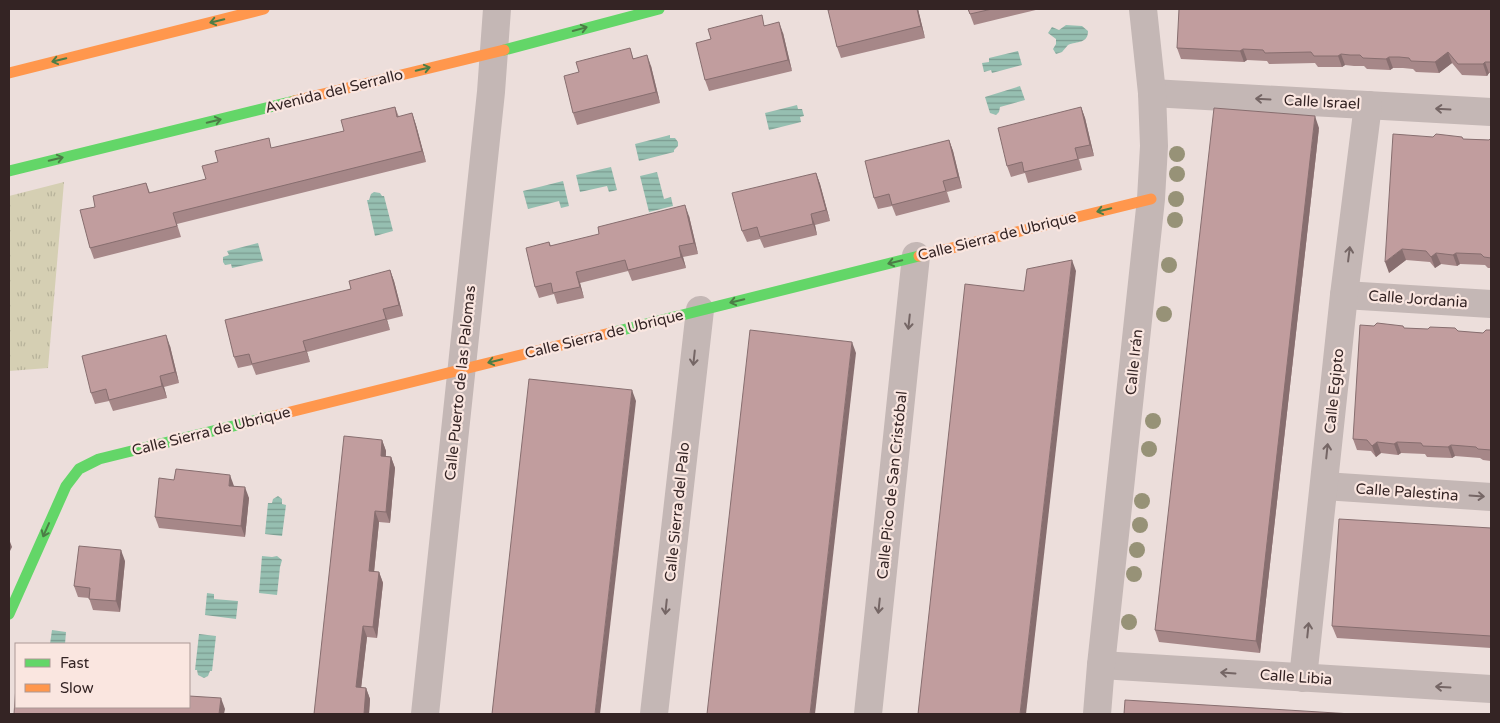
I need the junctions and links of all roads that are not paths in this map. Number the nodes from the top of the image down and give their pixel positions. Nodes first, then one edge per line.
1 (264, 9) edge
2 (497, 9) edge
3 (659, 9) edge
4 (1143, 9) edge
5 (495, 52) junction
6 (9, 72) edge
7 (1152, 93) junction
8 (1368, 105) junction
9 (1491, 112) edge
10 (9, 171) edge
11 (1151, 199) junction
12 (916, 256) junction
13 (1344, 295) junction
14 (1491, 304) edge
15 (700, 310) junction
16 (461, 370) junction
17 (1324, 486) junction
18 (1491, 497) edge
19 (10, 609) edge
20 (1101, 665) junction
21 (1303, 678) junction
22 (1491, 690) edge
23 (425, 714) edge
24 (654, 714) edge
25 (868, 714) edge
26 (1097, 714) edge

1 -> 6 street
2 - 5 street, Calle Puerto de las Palomas
5 -> 3 street, Avenida del Serrallo
4 - 7 street, Calle Irán
10 -> 5 street, Avenida del Serrallo
5 - 16 street, Calle Puerto de las Palomas
8 -> 7 street, Calle Israel
7 - 11 street, Calle Irán
9 -> 8 street, Calle Israel
13 -> 8 street, Calle Egipto
11 -> 12 street, Calle Sierra de Ubrique
11 - 20 street, Calle Irán
12 -> 15 street, Calle Sierra de Ubrique
12 -> 25 street, Calle Pico de San Cristóbal
13 - 14 street, Calle Jordania
17 -> 13 street, Calle Egipto
15 -> 16 street, Calle Sierra de Ubrique
15 -> 24 street, Calle Sierra del Palo
16 -> 19 street, Calle Sierra de Ubrique
16 - 23 street, Calle Puerto de las Palomas
17 -> 18 street, Calle Palestina
21 -> 17 street, Calle Egipto
21 -> 20 street, Calle Libia
20 - 26 street, Calle Irán
22 -> 21 street, Calle Libia

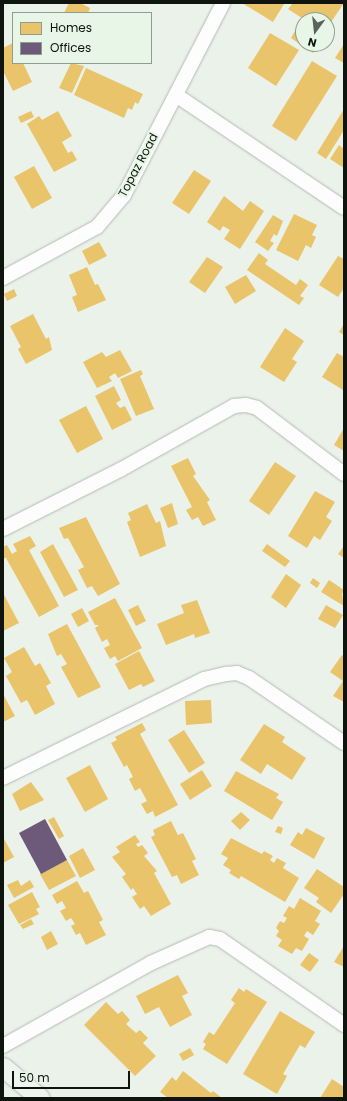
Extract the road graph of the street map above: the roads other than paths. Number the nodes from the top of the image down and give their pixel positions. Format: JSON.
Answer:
{"nodes":[{"id":1,"x":223,"y":3,"type":"edge"},
{"id":2,"x":176,"y":95,"type":"junction"},
{"id":3,"x":344,"y":208,"type":"edge"},
{"id":4,"x":3,"y":278,"type":"edge"},
{"id":5,"x":344,"y":474,"type":"edge"},
{"id":6,"x":3,"y":529,"type":"edge"},
{"id":7,"x":344,"y":743,"type":"edge"},
{"id":8,"x":3,"y":778,"type":"edge"},
{"id":9,"x":344,"y":1025,"type":"edge"},
{"id":10,"x":3,"y":1046,"type":"edge"},
{"id":11,"x":3,"y":1067,"type":"edge"},
{"id":12,"x":40,"y":1098,"type":"edge"}],
"edges":[{"from":1,"to":2,"type":"street","name":"Topaz Road"},
{"from":2,"to":3,"type":"street"},
{"from":2,"to":4,"type":"street","name":"Topaz Road"},
{"from":5,"to":6,"type":"street"},
{"from":7,"to":8,"type":"street"},
{"from":9,"to":10,"type":"street"},
{"from":11,"to":12,"type":"main road"}]}
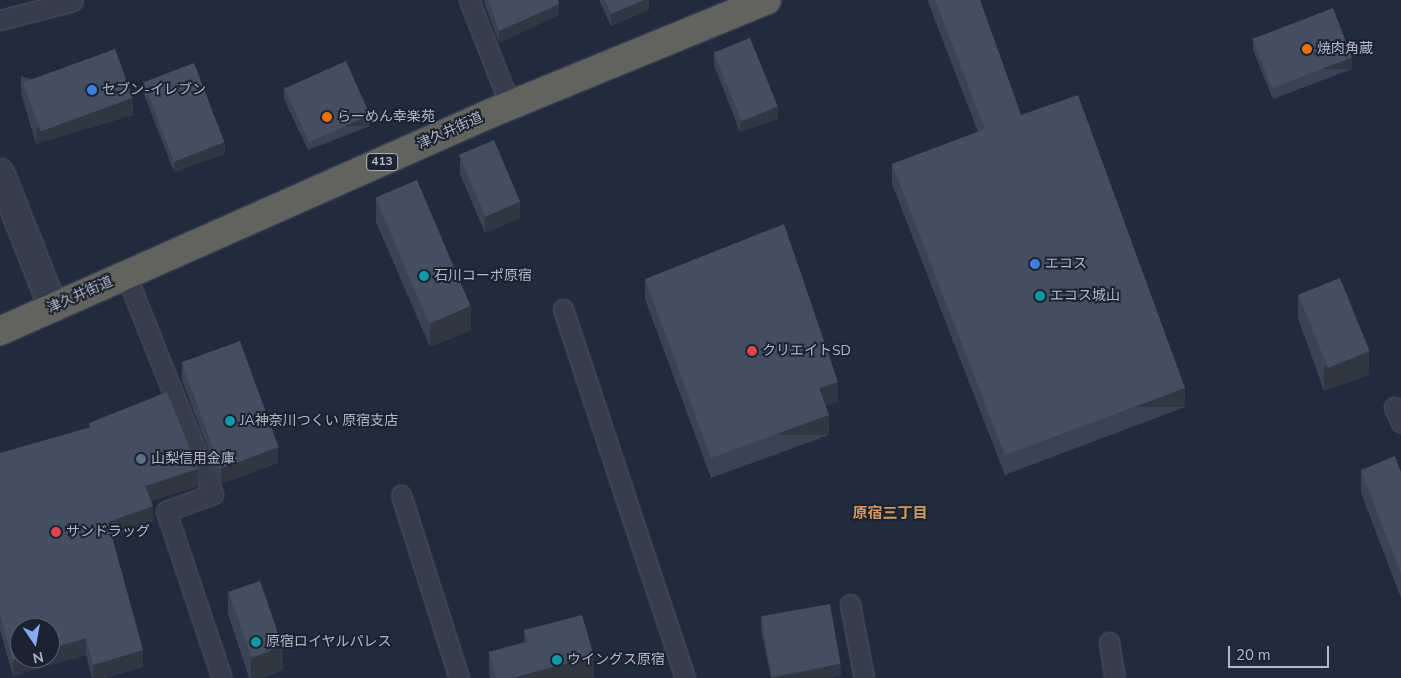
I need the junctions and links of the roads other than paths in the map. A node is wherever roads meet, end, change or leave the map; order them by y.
1 (469, 0) edge
2 (767, 0) edge
3 (73, 1) edge
4 (0, 20) edge
5 (510, 105) junction
6 (0, 173) edge
7 (126, 275) junction
8 (54, 307) junction
9 (563, 309) dead end
10 (0, 331) edge
11 (401, 495) dead end
12 (850, 604) dead end
13 (1108, 642) dead end
14 (222, 678) edge
15 (458, 678) edge
16 (685, 678) edge
17 (864, 678) edge
18 (1115, 678) edge

1 - 5 lane
2 - 5 highway, 津久井街道 / 413
3 - 4 lane
5 - 7 highway, 津久井街道 / 413
6 - 8 street
7 - 8 highway, 津久井街道 / 413
7 - 14 lane
8 - 10 highway, 津久井街道 / 413
9 - 16 lane
11 - 15 lane
12 - 17 lane
13 - 18 lane

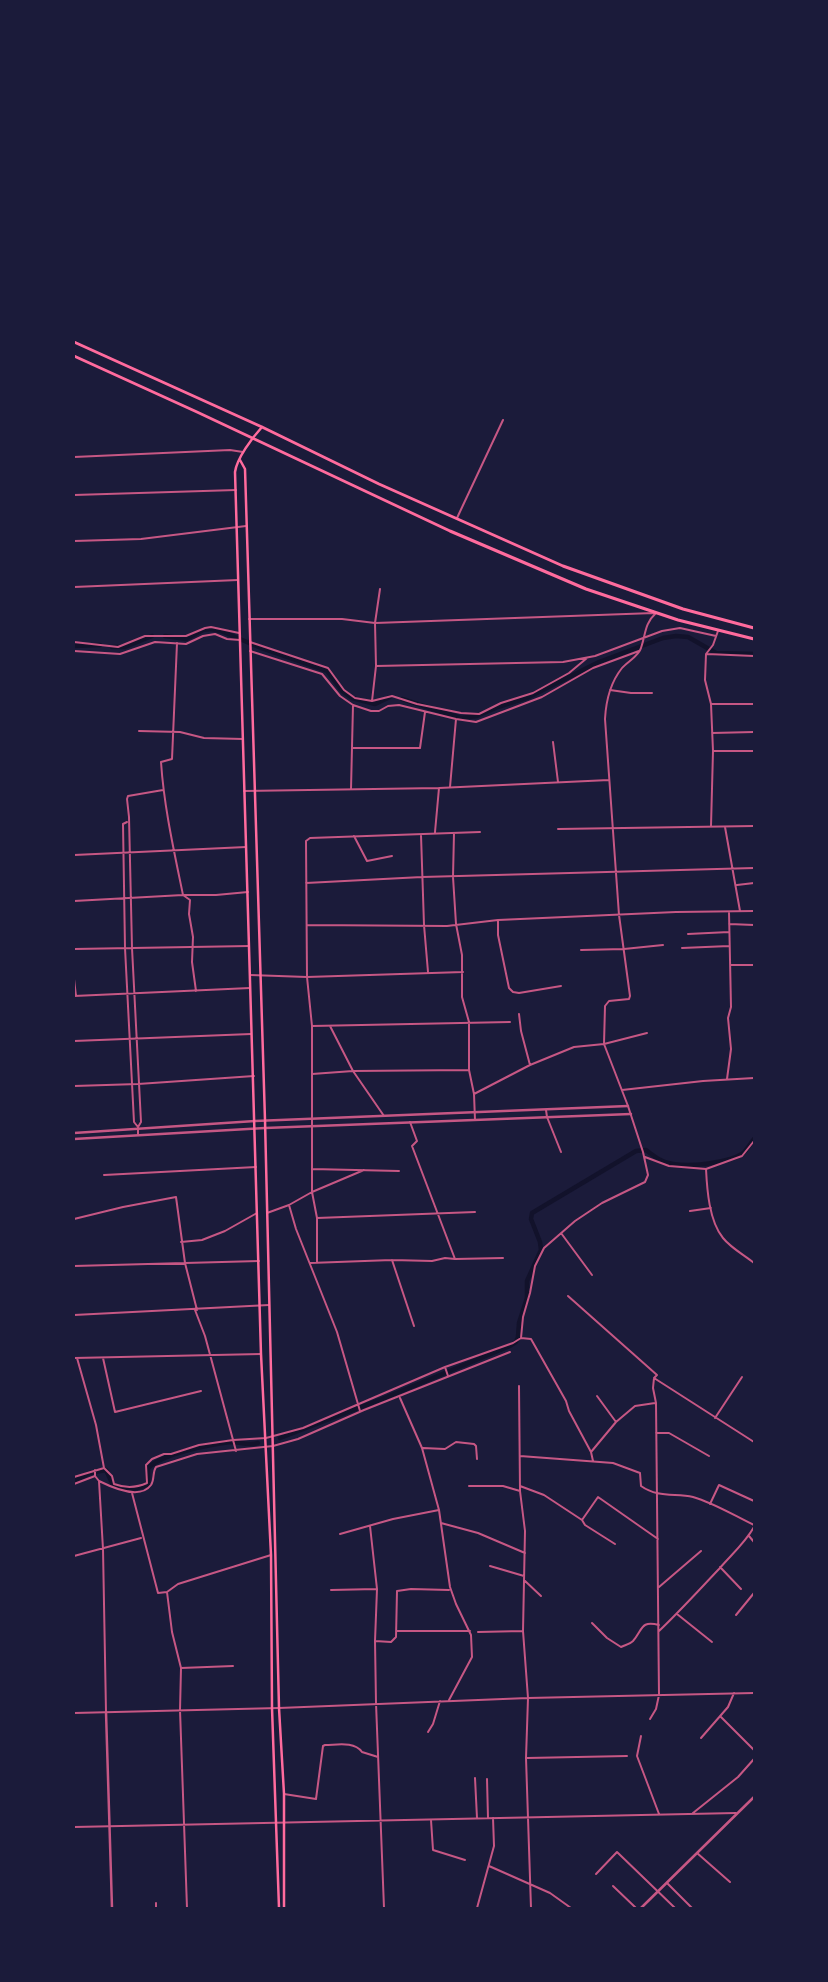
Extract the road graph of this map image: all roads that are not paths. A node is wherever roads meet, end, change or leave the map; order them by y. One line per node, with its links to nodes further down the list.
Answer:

Exercise directions |
Copy exactly the lines above, from the one containing "Extract the road graph of this" through the very last line.

Response area |
Extract the road graph of this map image: all roads that are not paths. A node is wherever roads meet, end, change or leave the map; order them by y. One line per node, with its links to nodes further down the list.
Answer:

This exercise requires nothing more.